**Exercise instructions**
Go through the data and tally the lines that hold the string "middle". Reply with the total alone.

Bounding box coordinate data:
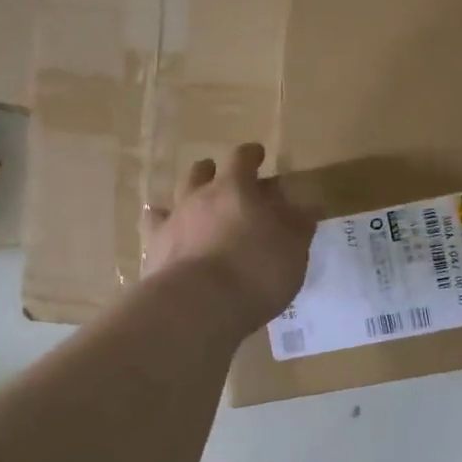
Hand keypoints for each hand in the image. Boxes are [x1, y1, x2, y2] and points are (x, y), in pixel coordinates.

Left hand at [142, 144, 315, 331]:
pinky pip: (153, 226)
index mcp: (234, 189)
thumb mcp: (292, 250)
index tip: (258, 155)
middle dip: (214, 172)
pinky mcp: (153, 248)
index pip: (240, 158)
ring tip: (195, 202)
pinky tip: (163, 229)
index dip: (250, 154)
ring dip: (188, 194)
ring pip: (176, 194)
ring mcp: (172, 221)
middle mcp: (198, 197)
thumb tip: (309, 206)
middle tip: (226, 180)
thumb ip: (299, 225)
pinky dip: (160, 223)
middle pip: (201, 171)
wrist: (198, 306)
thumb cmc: (255, 272)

**Answer**
4